An Increase in Red-Zone Counties
The map above highlights “red-zone” counties – localities where new infections total at least 100 new cases for every 100,000 in population over one week. The White House Coronavirus Response Group recommends that counties in the red zone take additional steps to contain the virus.
- The growth in new infections is climbing fastest in the Deep South and in states adjacent to Missouri and Arkansas, the epicenter of the resurgence caused by the delta variant of the coronavirus.
- Mississippi had a four-fold increase in red-zone counties last week, climbing from 15 to 67. Forty-one of the new red-zone counties were in rural areas. Nearly 80% of Mississippi’s 65 rural counties are in the red zone. Just one month ago, Mississippi had no red-zone counties.

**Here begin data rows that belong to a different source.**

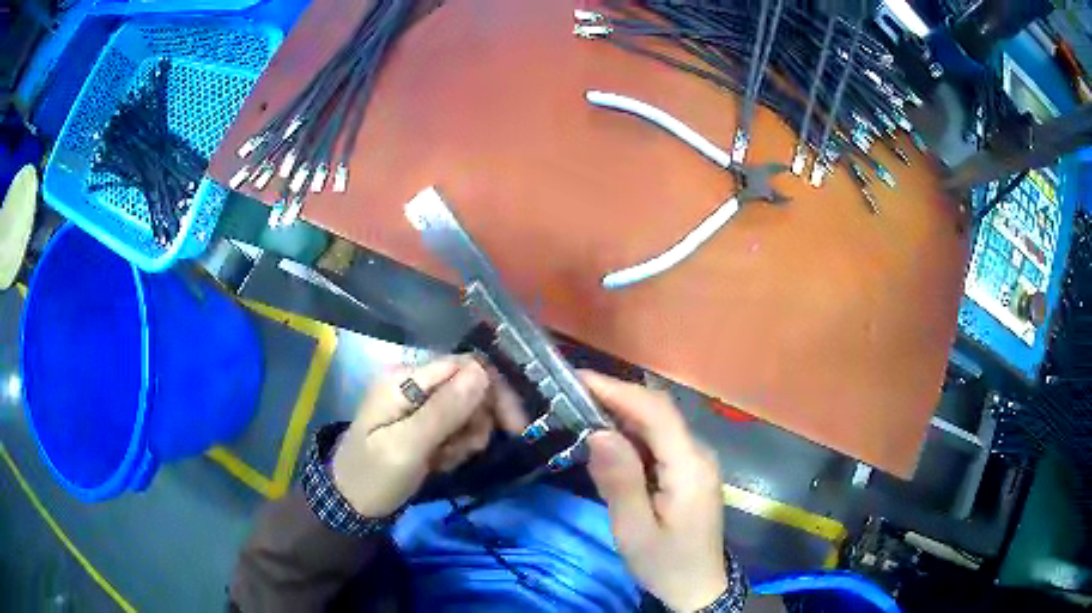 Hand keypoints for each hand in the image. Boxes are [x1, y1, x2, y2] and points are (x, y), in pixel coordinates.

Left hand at [332, 355, 525, 517]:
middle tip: (469, 451)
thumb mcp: (406, 447)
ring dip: (467, 436)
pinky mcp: (422, 422)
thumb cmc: (375, 476)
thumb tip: (482, 371)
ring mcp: (416, 402)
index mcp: (404, 378)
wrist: (352, 505)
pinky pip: (456, 425)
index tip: (513, 427)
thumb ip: (443, 410)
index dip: (493, 391)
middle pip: (469, 385)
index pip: (464, 365)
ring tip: (446, 460)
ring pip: (467, 408)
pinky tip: (441, 462)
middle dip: (478, 419)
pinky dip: (457, 445)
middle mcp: (412, 382)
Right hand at [582, 371, 727, 611]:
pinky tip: (607, 441)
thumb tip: (598, 432)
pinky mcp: (690, 470)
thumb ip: (619, 481)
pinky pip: (660, 441)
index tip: (578, 380)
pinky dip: (632, 434)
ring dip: (622, 413)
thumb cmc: (665, 564)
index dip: (618, 390)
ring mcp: (697, 460)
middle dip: (616, 397)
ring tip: (580, 410)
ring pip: (659, 423)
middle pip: (659, 411)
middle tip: (571, 394)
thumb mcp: (634, 531)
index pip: (657, 412)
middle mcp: (699, 453)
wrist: (698, 587)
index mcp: (690, 466)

- Alabama’s red-zone counties jumped from 20 two weeks ago to 54 last week. Nearly 80% of the state’s 38 rural counties are on the red-zone list.
- The number of red-zone counties in Texas more than doubled, from 59 two weeks ago to 137 last week.
- All but one of Arkansas’ 75 counties is in the red zone.
- Other states seeing significant increases in red-zone counties were Kentucky (from 21 red-zone counties two weeks ago to 56 red-zone counties last week), Kansas (from 30 to 45 red-zone counties), Tennessee (from one to 33 red-zone counties), Oklahoma (from 11 to 32 red-zone counties), and Illinois (from 26 to 39 red-zone counties).
Iowa, with Higher Vaccination Rate, Resists Surge
- To the north of Missouri, Iowa saw a decline in red-zone counties, from 13 two weeks ago to five last week. In the latest Daily Yonder vaccination analysis, Iowa ranked 15th in its rural vaccination rate (43.8% of the population completely vaccinated). Missouri ranked 42nd (27.7%).
- Arkansas, where the rate of new rural infections doubled last week, ranked 41st for rural vaccinations (29.5%)
- Other states in the region with below-average rural vaccination rates and large numbers of red-zone counties were Louisiana (27.1% of rural population fully vaccinated), Tennessee (30.6%), Florida (31%), Oklahoma (31.8%), Mississippi (32.2%), Texas (32.2%), Kansas (35.2%).